Exactly the lines from the beginning of the material to the line with "pinky pip: (487, 428)" are to be repeated, both ends included.
::::::
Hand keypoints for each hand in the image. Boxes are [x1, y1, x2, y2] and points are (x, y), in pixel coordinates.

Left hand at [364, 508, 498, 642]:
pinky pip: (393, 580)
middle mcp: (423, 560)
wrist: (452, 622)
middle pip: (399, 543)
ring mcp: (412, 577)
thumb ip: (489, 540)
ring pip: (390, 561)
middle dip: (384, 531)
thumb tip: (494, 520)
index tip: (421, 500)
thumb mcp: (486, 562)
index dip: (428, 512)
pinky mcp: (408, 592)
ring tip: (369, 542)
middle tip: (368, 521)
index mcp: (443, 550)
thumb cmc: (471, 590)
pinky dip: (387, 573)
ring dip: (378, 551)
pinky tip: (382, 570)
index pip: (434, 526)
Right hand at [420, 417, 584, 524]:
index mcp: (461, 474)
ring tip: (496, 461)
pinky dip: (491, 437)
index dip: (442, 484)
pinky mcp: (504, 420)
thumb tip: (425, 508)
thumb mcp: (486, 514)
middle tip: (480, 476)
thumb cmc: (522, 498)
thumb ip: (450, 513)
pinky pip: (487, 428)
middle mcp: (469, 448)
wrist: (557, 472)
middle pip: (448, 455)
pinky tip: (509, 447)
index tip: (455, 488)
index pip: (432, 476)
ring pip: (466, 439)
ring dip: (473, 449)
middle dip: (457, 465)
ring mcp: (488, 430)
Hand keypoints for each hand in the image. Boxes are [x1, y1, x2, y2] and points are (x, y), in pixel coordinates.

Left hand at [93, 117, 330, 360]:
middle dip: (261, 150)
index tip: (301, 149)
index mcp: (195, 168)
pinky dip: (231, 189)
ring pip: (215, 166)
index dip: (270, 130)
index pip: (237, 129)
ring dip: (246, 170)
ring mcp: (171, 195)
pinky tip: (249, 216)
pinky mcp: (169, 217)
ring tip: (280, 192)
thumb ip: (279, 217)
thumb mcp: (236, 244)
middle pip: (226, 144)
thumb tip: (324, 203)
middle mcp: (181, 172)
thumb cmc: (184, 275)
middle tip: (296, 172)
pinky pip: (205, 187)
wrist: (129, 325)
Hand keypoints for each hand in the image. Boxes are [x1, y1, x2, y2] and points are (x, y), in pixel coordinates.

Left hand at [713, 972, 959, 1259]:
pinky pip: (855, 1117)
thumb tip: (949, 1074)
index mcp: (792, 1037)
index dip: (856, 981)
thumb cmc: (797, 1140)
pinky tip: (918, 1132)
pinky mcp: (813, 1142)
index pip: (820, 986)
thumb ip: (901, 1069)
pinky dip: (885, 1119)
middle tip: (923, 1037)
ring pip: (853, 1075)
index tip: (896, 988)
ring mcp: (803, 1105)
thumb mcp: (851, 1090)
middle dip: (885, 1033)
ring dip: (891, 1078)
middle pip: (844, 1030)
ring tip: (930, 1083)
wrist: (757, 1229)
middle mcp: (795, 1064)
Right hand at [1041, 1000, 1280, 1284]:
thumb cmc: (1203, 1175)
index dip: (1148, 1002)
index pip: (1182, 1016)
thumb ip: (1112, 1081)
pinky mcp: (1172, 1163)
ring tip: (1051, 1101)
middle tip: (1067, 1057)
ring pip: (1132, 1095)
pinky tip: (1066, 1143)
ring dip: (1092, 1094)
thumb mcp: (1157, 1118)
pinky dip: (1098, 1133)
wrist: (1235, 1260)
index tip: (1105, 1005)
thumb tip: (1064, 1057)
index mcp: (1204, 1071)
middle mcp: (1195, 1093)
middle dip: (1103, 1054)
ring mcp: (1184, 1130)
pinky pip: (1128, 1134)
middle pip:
::::::
• Worked solution
Hand keypoints for each hand in the image. Boxes are [x1, y1, x2, y2] and points are (x, y), in pixel coordinates.

Left hand at [364, 508, 498, 642]:
pinky pip: (393, 580)
middle mcp: (423, 560)
wrist: (452, 622)
middle pip: (399, 543)
ring mcp: (412, 577)
thumb ip: (489, 540)
ring pip: (390, 561)
middle dip: (384, 531)
thumb tip: (494, 520)
index tip: (421, 500)
thumb mcp: (486, 562)
index dip: (428, 512)
pinky mcp: (408, 592)
ring tip: (369, 542)
middle tip: (368, 521)
index mcp: (443, 550)
thumb cmc: (471, 590)
pinky dip: (387, 573)
ring dip: (378, 551)
pinky tip: (382, 570)
index pip: (434, 526)
Right hand at [420, 417, 584, 524]:
index mcp: (461, 474)
ring tip: (496, 461)
pinky dip: (491, 437)
index dip: (442, 484)
pinky mcp: (504, 420)
thumb tip: (425, 508)
thumb mcp: (486, 514)
middle tip: (480, 476)
thumb cmc: (522, 498)
thumb ip: (450, 513)
pinky pip: (487, 428)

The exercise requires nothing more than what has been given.